New Zealand Young Farmers is an organisation that has evolved considerably since its establishment in the 1950's. One thing however has remained the same, the bringing together of young people in agriculture. This anonymous blog post shares the story of one young farmer, who's membership spans 11 years. 

 

Hitting the ripe age of 18 I left school and with the help of my parents I started my farming career. I had a few friends, but I felt like something was missing. From a few conversations with mature co-workers and my parents the idea of joining New Zealand Young Farmers had come up.

Just to note, this is a time before the word of social media. 70% of NZ Young Farmers correspondence was done by a thing called the New Zealand Post Service and stamps cost 40c each. As a young 18 year old, it took a fair but of courage to make the call to NZ Young Farmers saying I was interested in making a new friends. There was a huge sigh of relief after that call.

Then the waiting game had begun, waiting for my local Young Farmers club to get in touch with me. However in this time, I had learnt so much more about Young Farmers. Like how my Dad planted Poplar trees for fund raising and how my neighbour meet his wife at a party, where lots of “lemonade” was involved. This opened a whole new world to what I thought Young Farmers was about. It also brought on a whole new level of excitement to the "Young Farmers-call-me" waiting game.

Then the day came, my local young farmers club contacted me. Telling me they played social touch rugby every Thursday and their meetings were held at a cafe the first Monday of every month.

So I tried to build the courage to go along to touch rugby and meet these strangers. Although, being a young man I chickened out and did not make it to touch rugby. Still feeling like I was missing something, I went for attempt two. I went to their meeting and found myself at the front door of the café second guessing myself. At that point I was spotted by a member and was made to go into my first meeting so after getting a…… ahhh “lemonade” to calm the nerves I started to meet new people. I thought to myself “I’m winning at life!” then, the moment came when the club chair started the meeting.

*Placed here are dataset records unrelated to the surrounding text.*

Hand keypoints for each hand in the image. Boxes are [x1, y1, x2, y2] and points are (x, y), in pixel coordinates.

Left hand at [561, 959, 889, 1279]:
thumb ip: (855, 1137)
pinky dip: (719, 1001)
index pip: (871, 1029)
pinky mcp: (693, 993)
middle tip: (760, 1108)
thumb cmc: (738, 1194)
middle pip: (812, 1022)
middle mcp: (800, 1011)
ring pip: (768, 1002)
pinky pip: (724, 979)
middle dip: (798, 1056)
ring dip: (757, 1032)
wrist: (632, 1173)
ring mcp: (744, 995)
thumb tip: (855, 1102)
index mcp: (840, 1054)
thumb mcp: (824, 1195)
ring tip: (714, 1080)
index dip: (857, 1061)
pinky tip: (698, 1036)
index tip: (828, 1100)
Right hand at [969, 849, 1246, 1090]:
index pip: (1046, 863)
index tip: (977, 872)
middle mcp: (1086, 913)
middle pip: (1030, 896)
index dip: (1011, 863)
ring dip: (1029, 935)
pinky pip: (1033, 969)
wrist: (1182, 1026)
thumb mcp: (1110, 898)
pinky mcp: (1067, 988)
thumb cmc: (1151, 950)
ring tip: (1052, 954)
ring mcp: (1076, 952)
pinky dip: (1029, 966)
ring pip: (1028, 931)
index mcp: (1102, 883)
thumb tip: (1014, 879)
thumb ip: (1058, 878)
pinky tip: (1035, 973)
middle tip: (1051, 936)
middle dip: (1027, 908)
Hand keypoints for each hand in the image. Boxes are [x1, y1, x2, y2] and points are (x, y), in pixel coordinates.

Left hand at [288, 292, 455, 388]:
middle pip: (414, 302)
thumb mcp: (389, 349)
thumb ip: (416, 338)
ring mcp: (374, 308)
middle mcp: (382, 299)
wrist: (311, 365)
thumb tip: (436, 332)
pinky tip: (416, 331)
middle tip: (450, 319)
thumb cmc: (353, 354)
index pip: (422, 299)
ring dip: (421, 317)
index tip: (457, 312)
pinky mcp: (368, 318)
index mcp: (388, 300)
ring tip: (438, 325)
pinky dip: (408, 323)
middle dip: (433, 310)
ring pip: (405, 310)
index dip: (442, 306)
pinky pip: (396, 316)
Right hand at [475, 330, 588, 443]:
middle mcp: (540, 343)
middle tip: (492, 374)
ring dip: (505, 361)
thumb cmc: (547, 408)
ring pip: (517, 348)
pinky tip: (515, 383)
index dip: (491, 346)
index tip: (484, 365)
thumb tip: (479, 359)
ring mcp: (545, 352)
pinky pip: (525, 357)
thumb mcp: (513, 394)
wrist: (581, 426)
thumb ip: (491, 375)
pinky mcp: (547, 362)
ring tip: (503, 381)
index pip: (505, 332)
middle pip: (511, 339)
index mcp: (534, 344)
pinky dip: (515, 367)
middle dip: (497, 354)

As he began to say “there are a few new faces in the room, so we’re going to go around and introduce ourselves” the nervousness hit a high. But, nevertheless, I made it through the process and met a guy who happened to be at his first meeting as well. I thought to myself, “this will be my safe buddy” as he was new as well. As we concluded the meeting, it was said again that social touch rugby was on. We were informed that the game of touch was training, and the bar after wards was the game. So I thought, being the elite athlete that I was, I would fit right in! Being sure the bar was the winner of the night. At the same time checking with my safe buddy that he was going to attend touch rugby as well.

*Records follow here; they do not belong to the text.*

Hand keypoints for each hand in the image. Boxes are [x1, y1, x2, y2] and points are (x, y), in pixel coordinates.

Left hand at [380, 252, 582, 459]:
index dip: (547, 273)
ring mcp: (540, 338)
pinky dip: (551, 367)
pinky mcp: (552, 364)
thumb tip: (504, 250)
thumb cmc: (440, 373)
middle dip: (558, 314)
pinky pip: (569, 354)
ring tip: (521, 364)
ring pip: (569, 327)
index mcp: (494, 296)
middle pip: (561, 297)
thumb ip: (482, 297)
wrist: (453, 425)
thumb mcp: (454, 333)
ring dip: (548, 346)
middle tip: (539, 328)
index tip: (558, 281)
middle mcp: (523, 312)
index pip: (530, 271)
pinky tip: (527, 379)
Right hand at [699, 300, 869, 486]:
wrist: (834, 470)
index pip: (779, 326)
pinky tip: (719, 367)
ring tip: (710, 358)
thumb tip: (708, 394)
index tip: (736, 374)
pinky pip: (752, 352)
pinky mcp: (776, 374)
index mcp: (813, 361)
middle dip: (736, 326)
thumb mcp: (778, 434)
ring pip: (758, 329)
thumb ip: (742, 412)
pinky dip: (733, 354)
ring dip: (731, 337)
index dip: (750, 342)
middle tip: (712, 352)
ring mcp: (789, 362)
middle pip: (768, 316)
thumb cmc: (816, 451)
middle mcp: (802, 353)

So after attending a few games of touch and making sure the “lemonade” was cold and making a few more friends along the way, I was hooked as a Young Farmer member.

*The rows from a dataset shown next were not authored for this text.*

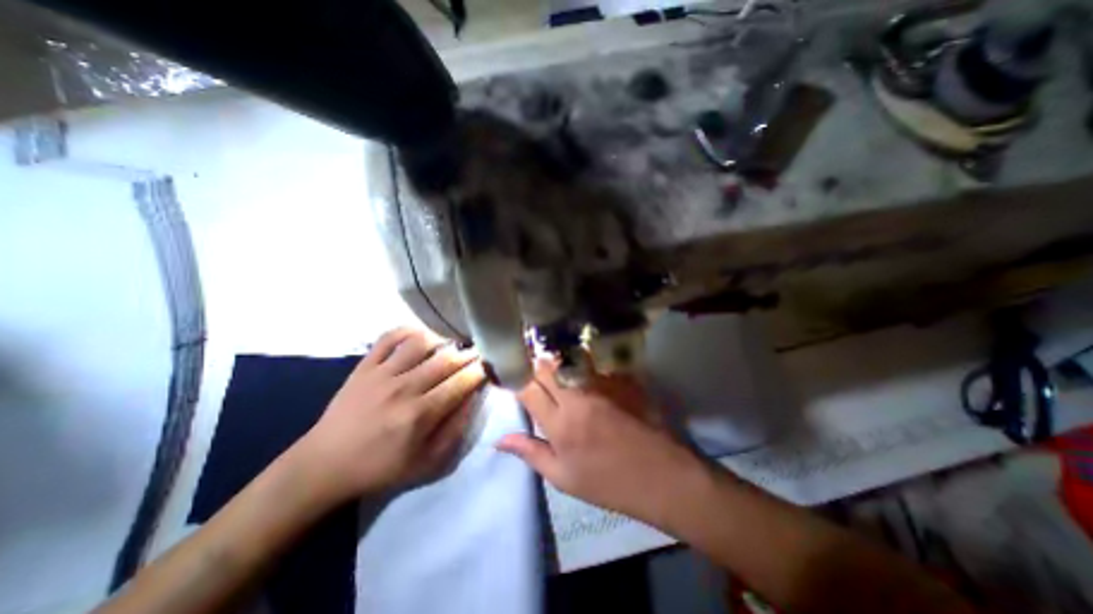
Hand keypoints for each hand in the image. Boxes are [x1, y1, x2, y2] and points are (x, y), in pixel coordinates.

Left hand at [289, 330, 480, 505]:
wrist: (324, 465)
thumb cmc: (381, 467)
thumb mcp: (427, 462)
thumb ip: (456, 429)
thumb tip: (473, 398)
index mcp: (421, 414)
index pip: (461, 382)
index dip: (480, 370)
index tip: (490, 366)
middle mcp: (404, 388)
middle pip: (446, 360)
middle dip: (469, 354)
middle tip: (477, 354)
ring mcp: (382, 374)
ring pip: (421, 343)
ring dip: (442, 341)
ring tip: (450, 347)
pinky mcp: (364, 366)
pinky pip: (389, 338)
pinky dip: (408, 331)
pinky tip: (420, 336)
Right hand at [498, 359, 705, 526]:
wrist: (660, 475)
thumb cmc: (608, 483)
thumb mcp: (563, 478)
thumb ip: (530, 453)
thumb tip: (498, 440)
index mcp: (560, 423)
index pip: (527, 388)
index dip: (515, 380)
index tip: (511, 379)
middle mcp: (578, 396)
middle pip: (547, 367)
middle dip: (534, 365)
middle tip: (531, 372)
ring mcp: (601, 384)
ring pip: (568, 359)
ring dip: (556, 360)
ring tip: (553, 366)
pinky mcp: (618, 379)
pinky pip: (593, 363)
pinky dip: (581, 363)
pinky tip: (582, 369)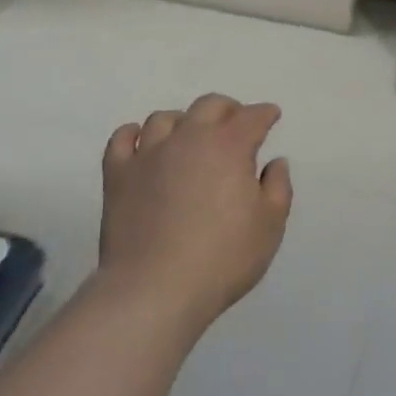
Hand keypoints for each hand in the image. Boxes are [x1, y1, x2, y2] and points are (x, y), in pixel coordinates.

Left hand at [97, 94, 293, 330]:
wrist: (155, 289)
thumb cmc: (223, 258)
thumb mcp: (270, 226)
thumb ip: (277, 187)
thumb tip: (274, 162)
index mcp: (229, 147)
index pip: (252, 117)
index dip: (265, 114)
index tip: (271, 115)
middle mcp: (188, 139)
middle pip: (208, 106)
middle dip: (228, 109)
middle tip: (236, 123)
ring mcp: (148, 154)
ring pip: (164, 118)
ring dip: (183, 121)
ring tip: (190, 136)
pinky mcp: (117, 175)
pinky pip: (122, 139)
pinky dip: (134, 133)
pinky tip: (142, 141)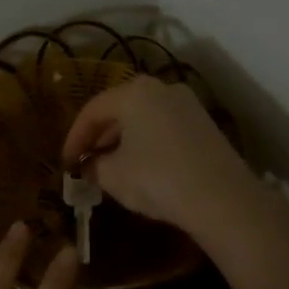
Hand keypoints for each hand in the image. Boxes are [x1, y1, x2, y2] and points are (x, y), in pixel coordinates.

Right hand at [61, 75, 260, 243]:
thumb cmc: (157, 179)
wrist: (223, 199)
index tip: (65, 163)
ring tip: (110, 168)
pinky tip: (141, 169)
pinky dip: (146, 144)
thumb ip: (93, 166)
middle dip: (99, 137)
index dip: (74, 138)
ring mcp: (188, 106)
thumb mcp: (113, 176)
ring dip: (122, 141)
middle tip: (85, 163)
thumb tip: (89, 166)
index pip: (92, 110)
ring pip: (143, 119)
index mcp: (134, 92)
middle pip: (119, 110)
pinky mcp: (205, 126)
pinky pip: (163, 129)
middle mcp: (162, 89)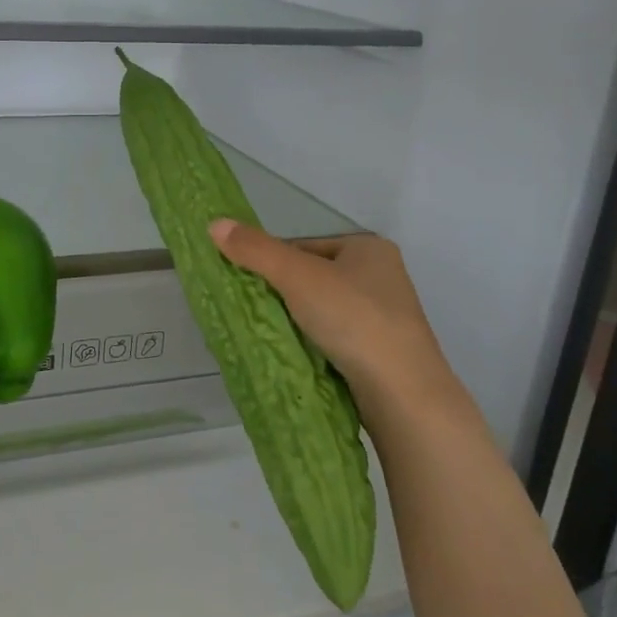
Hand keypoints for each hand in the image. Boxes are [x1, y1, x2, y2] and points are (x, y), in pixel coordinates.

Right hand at [208, 220, 475, 439]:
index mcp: (368, 247)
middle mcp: (381, 275)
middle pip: (311, 276)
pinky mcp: (381, 349)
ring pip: (321, 308)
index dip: (271, 262)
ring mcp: (384, 315)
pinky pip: (334, 336)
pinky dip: (313, 342)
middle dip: (282, 293)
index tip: (247, 285)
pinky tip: (297, 353)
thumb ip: (256, 250)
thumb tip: (214, 223)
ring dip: (295, 320)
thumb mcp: (297, 276)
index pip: (303, 246)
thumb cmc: (353, 319)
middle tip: (253, 312)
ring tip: (271, 335)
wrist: (402, 392)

Being a part of such a cool group of people, the small financial price of being a member was nothing. When I found out the up and coming activities included things like fundraising by picking up hay bales and crutching sheep with “lemonades” and BBQ provided at the end of it was awesome.

As every member learnt how to stack hay on a trailer and how to crutch a sheep. Which then, funded our events like bus trips and fees for touch and squash and entries to regional activities. Learning about the growth you could get out being of a NZ Young Farmers member and the pathways it could lead to opened my eyes to a whole new world. My decision to ring my local NZ Young Farmers and fill the missing spot was an opportunity I have never regretted as I have now been a member for 11 years and counting.

I would encourage any person looking for something extra to tuck those nerves deep down and feel like a fish out of water, take a splash and join you local NZ Young Farmers club.